Panipat Movie Review: A Briefly Enjoyable War Saga That Is Ineffectual If Not Intolerable

Ashutosh Gowarikar’s film on the Third Battle of Panipat is needlessly elaborate, surprisingly progressive, but largely trite
Panipat Movie Review: A Briefly Enjoyable War Saga That Is Ineffectual If Not Intolerable

Director: Ashutosh Gowariker
Producer: Sunita Gowariker, Rohit Shelatkar
Music: Ajay-Atul
Cast: Arjun Kapoor, Sanjay Dutt, Kriti Sanon
Duration: 2 hours, 51 minutes. 

Quentin Tarantino's middle-finger to history, Once Upon A Time In… Hollywood (2019) plays out like a slow burning simmer on which is perched, somewhat anachronistically, a climax that everyone was expecting. The movie, afterall, is based on historic events. The build-up was necessary; it needed to be and feel stretched, to give a sense of what is at stake. 

Panipat follows a somewhat similar trajectory, but of course it isn't nearly as sophisticated, exciting, or enduring. (Panipat is 11 minutes longer too) The whole film is a lead up to the events of the Third Battle Of Panipat that took place in 1761. 

The respective armies of Ahmad Shah Abdali, (played with Munnabhai menace by Sanjay Dutt) the founder of modern day Afghanistan, and Sadashiv Rao Bhau, (Arjun Kapoor in an agonizing, rehearsed performance) traverse the contours of North India, playing hide and seek on opposite banks of the Yamuna. The entire build-up is about the making and unmaking of alliances for the Grand Battle- a Gatbandhan, as one character calls it. The Gatbandhan frays then, as it would more than three centuries later, in an Indian heartland electoral battle. 

There is lots of commentary about this film being the forsaken love child of Bajirao Mastani and Padmaavat. In the midst, we forgot Parvati, who is somewhat Kashibai, somewhat Mastani, emptied out of any complexity.

Someone is going to betray the Maratha Party- that the sub-head of the film "The Great Betrayal" makes clear. The Maharashtra elections just got over. The party of the Marathas, after a brief betrayal, and losing the battle, won the war. The Marathas, in the film too, despite having lost the battle, are said to, in the write up that emerges before the credits, have won the war. (Of course, the brouhaha happened much after this film was written and shot, so I am not saying it is intended, but merely thoughts to chew on over the elaborate runtime) The betrayal here doesn't even register.
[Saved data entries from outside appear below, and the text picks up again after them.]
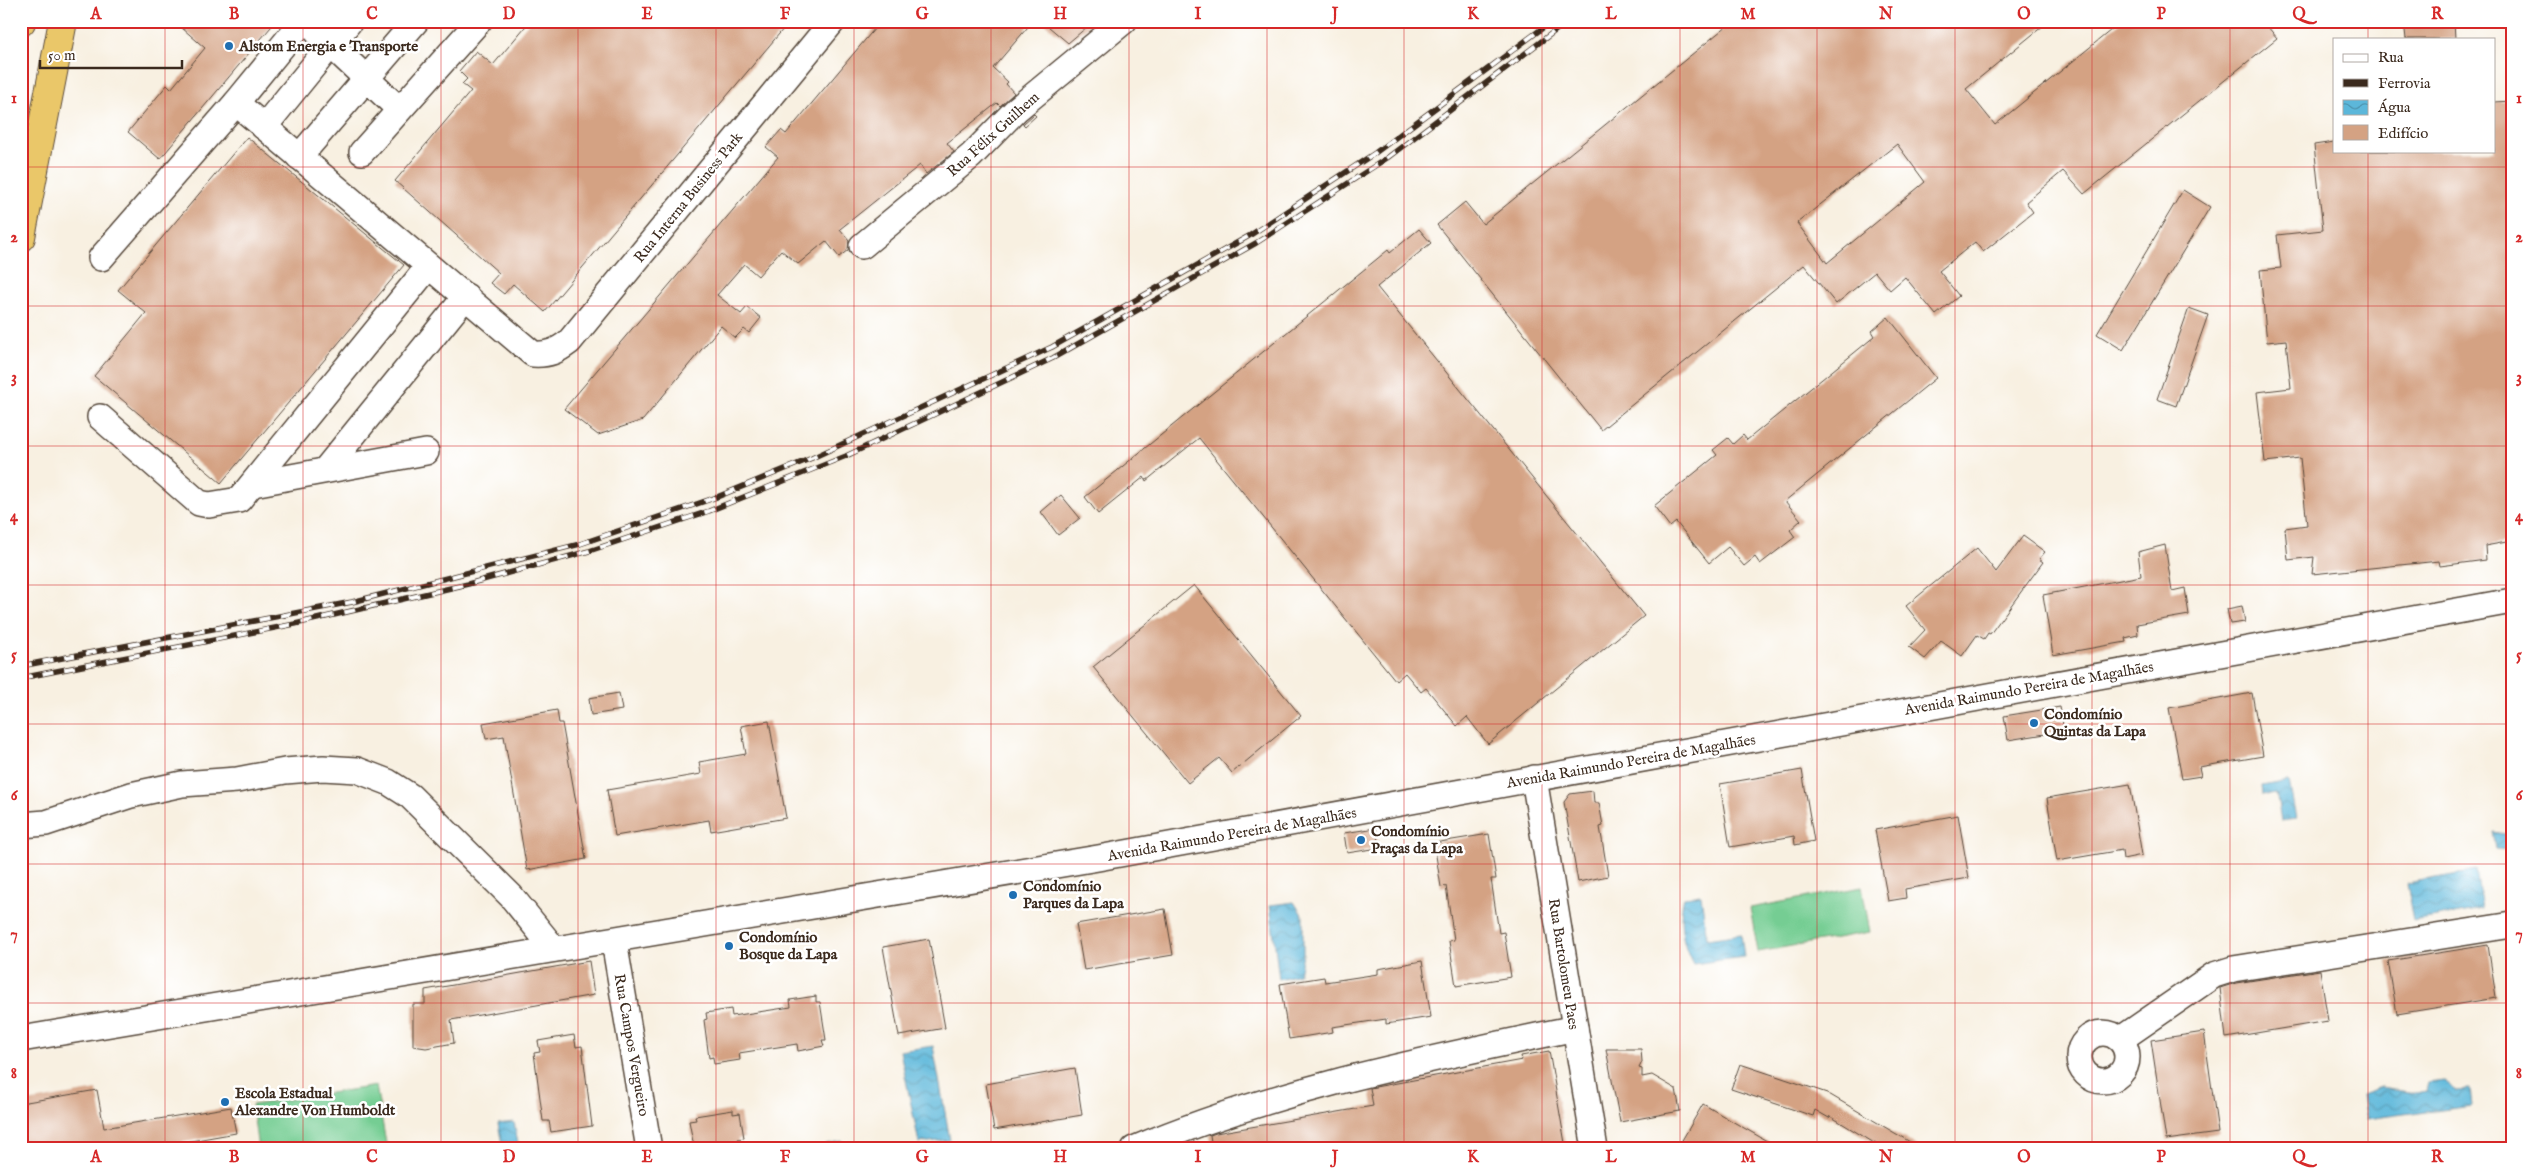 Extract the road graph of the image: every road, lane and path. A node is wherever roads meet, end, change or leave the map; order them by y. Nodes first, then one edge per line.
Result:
1 (64, 21) edge
2 (304, 21) edge
3 (350, 21) edge
4 (416, 21) edge
5 (479, 21) edge
6 (833, 21) edge
7 (1124, 21) edge
8 (331, 46) junction
9 (365, 78) junction
10 (51, 83) junction
11 (236, 103) junction
12 (399, 109) junction
13 (264, 127) junction
14 (362, 152) dead end
15 (21, 156) edge
16 (299, 156) junction
17 (21, 237) edge
18 (862, 246) dead end
19 (101, 258) dead end
20 (428, 267) junction
21 (466, 296) junction
22 (100, 417) dead end
23 (426, 452) dead end
24 (325, 470) junction
25 (253, 484) junction
26 (2512, 601) edge
27 (1534, 778) junction
28 (21, 825) edge
29 (2512, 925) edge
30 (614, 941) junction
31 (554, 949) junction
32 (1575, 1028) junction
33 (21, 1039) edge
34 (2121, 1039) dead end
35 (649, 1149) edge
36 (1134, 1149) edge
37 (1595, 1149) edge

1 - 10 highway
2 - 8 street
2 - 11 street
3 - 8 street
4 - 9 street
5 - 12 street
6 - 21 street, Rua Interna Business Park
7 - 18 street, Rua Félix Guilhem
8 - 9 street
8 - 13 street
9 - 12 street
9 - 16 street
10 - 15 highway
10 - 17 highway
11 - 13 street
11 - 19 street
12 - 14 street
13 - 16 street
16 - 20 street
20 - 21 street
20 - 25 street
21 - 24 street
22 - 25 street
23 - 24 street
24 - 25 street
26 - 27 street, Avenida Raimundo Pereira de Magalhães
27 - 30 street, Avenida Raimundo Pereira de Magalhães
27 - 32 street, Rua Bartolomeu Paes
28 - 31 street
29 - 34 street
30 - 31 street, Avenida Raimundo Pereira de Magalhães
30 - 35 street, Rua Campos Vergueiro
31 - 33 street, Avenida Raimundo Pereira de Magalhães
32 - 36 street
32 - 37 street, Rua Bartolomeu Paes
It is mentioned off-handedly in the chaos of the battlefield and the betrayer exits the scene.

The battle itself comes only in the last twenty minutes. (as opposed to a Baahubali: The Beginning (2015) whose entire second half was the battle) The film is a mere lead up; that is approximately 2 and a half hours of build-up. The fore-play wouldn't be this agonizing, and in fact I was quite invested in the goings on while watching it, if the climax were a bit more… coherent. 

The war plays out without rules, there are guns, cannons, swords, and spears with pre-2010 wobbly CGI work, but when Arjun Kapoor is waxing eloquent on Maratha dharma or mourning verbosely on the battlefield, none of the opposing army seem to injure him. In the final sequence when Kapoor is surrounded by enemies, he keeps skewering men onto his spear, while the opposing army just stand with their swords. There's a lone gun lurking in the midst of people pummeling each other. There is no method to this madness. That is understandable given it is a war, people are running helter skelter. But for how long? The run time exceeded my patience.

The whole build up crashes at the altar of this disastrous climax. Kriti Sanon, playing Parvati, the wife of Sadashiv Rao Bhau, gazing into the battlefield is the only thing that moved me- that stray strand of hair on her face, bulging eyes, and an agile, vulnerable gait got me through the sheer cardboard purity of her lines. There is lots of commentary about this film being the forsaken love child of Bajirao Mastani and Padmaavat. In the midst, we forgot Parvati, who is somewhat Kashibai, somewhat Mastani, emptied out of any complexity. 

If anything, during the film, I was contemplating the futility of war- men with egos out-sizing the pleats on their angrakhas, and the decibels on Ajay-Atul's background score, deciding what is and isn't worth going to war for, while thousands, if not million, ordinary men languish. The vultures gazing at the blood-addled battlefield stain this message darker. Who decides what is worth giving your life up for?

I would be remiss if I didn't note how Gowarikar has taken the trope of the evil, irredeemable Muslim despot and made him less evil, more redeemable. His only vice seems to be gluttony for power, and even that softens. There is more light in his dark courtroom as the film closes. Gowarikar has also added contrived messaging about togetherness, caste, class, and religion. (made even more contrived by Arjun Kapoor's delivery) But much like the film, these sermons are merely ineffectual, if not entirely intolerable.